The great Jim Rohn said, “The smallest of disciplines, practiced every day, start an incredible process that can change our lives forever.”

I have practiced the discipline of being consistent for 40 years. Here’s the proof. Tuesday, August 1, 2023, was an anniversary of sorts. I started working in the flower business for my father as a salesman in his manufacturer’s representative business. I was fresh out of college with a degree in Communication Arts. Little did I know I would still be in the business and come to love and enjoy working in it. For 16 years plus years, I travelled the West Coast calling on wholesale florist and craft distributors, selling flower supplies. I would be gone for weeks at a time, often six months out of the year.

Before this time, I had worked for my father when I was in high school.

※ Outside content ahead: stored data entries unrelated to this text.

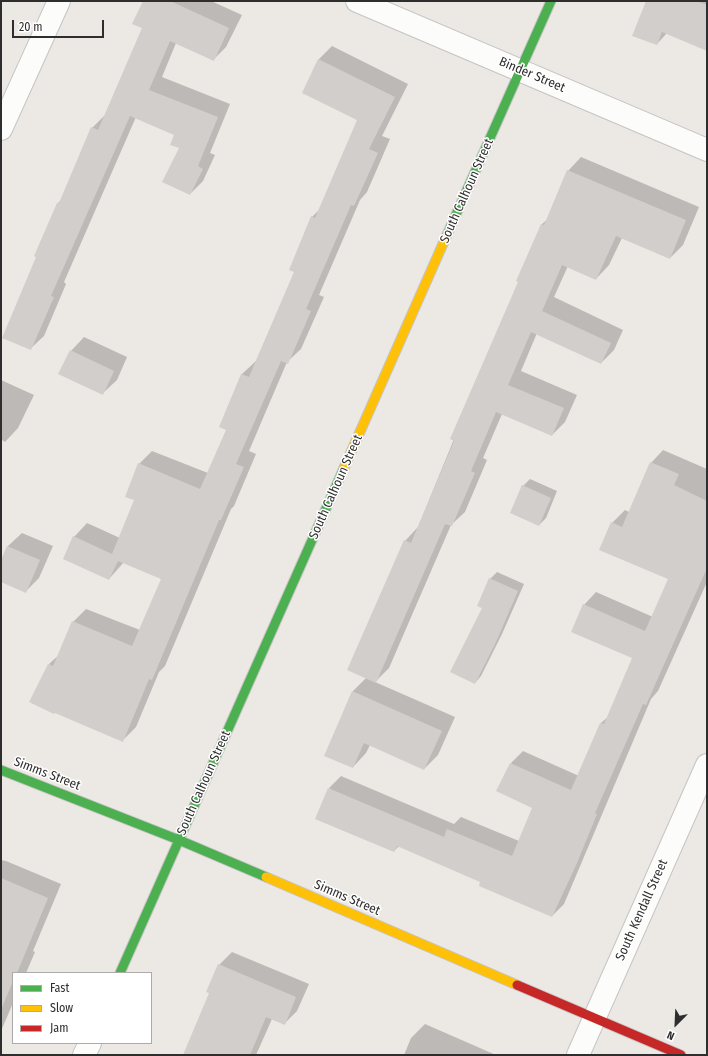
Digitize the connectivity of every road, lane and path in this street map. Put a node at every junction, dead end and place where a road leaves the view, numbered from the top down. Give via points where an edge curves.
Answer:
1 (59, 1) edge
2 (357, 1) edge
3 (551, 1) edge
4 (521, 70) junction
5 (1, 129) edge
6 (707, 150) edge
7 (707, 765) edge
8 (1, 770) edge
9 (179, 840) junction
10 (120, 972) edge
11 (594, 1017) junction
12 (90, 1044) edge
13 (84, 1055) edge
14 (578, 1055) edge
15 (681, 1055) edge

1 - 5 street
2 - 4 street, Binder Street
3 - 4 street, South Calhoun Street
4 - 6 street, Binder Street
4 - 9 street, South Calhoun Street
7 - 11 street, South Kendall Street
8 - 9 street, Simms Street
9 - 10 street, South Calhoun Street
9 - 11 street, Simms Street
11 - 14 street, South Kendall Street
11 - 15 street, Simms Street
12 - 13 street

When he was traveling on business in different parts of his territory, I would drive to the Flower Market in Los Angeles and call on various customers, stocking their shelves of products my father had sold them. Then I would take inventory and present it to the buyer. I learned the ropes by doing the basics of business and it taught me many important lessons about serving customers.

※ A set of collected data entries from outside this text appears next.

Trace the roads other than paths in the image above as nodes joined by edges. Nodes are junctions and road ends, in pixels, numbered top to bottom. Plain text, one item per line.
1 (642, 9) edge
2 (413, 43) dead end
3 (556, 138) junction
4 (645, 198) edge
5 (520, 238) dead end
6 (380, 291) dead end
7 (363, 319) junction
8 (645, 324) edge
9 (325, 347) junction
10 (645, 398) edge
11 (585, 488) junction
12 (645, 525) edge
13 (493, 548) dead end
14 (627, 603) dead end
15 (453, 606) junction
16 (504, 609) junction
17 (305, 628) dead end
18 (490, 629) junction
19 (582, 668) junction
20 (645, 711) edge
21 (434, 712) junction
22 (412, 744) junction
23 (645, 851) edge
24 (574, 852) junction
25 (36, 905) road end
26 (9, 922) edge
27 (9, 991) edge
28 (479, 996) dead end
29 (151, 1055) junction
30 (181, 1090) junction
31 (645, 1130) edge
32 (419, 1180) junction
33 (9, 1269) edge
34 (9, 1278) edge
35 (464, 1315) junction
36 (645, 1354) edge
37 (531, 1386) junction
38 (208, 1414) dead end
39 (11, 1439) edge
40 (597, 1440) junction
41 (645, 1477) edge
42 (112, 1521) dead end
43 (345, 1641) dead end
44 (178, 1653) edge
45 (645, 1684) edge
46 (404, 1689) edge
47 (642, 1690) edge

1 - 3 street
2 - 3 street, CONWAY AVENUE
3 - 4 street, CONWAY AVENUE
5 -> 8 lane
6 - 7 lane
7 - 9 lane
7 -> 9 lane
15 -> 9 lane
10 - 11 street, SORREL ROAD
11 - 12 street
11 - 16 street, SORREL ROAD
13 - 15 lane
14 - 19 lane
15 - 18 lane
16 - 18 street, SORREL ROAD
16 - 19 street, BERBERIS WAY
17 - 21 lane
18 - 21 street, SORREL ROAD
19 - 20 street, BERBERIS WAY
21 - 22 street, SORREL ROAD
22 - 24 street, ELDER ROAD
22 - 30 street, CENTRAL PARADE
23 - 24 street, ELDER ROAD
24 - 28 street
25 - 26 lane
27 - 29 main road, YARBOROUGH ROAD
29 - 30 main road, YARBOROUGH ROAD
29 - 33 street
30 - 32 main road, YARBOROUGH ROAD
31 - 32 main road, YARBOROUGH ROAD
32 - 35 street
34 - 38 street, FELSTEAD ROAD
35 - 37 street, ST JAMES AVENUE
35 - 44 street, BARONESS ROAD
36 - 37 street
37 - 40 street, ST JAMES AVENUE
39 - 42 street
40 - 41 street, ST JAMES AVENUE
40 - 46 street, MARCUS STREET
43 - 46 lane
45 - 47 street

Stocking shelves taught me the importance of rotating inventory and keeping shelves full. This activity also allowed me to see the back stock room where I could observe my products and the competition. I was always trying to keep my backstock neat, numerical, and easy to count. This helped the warehouse workers see my products and pull them if there were similar but competing items to choose from.

My Father had instilled in me that every product I put on the shelf for walk-in sales was a penny in my pocket. In the 1970’s pennies led to dollars, and I like the idea of making money. I later realized what I was doing was not just making money, I was helping my father’s customers become successful by helping them move products out the door.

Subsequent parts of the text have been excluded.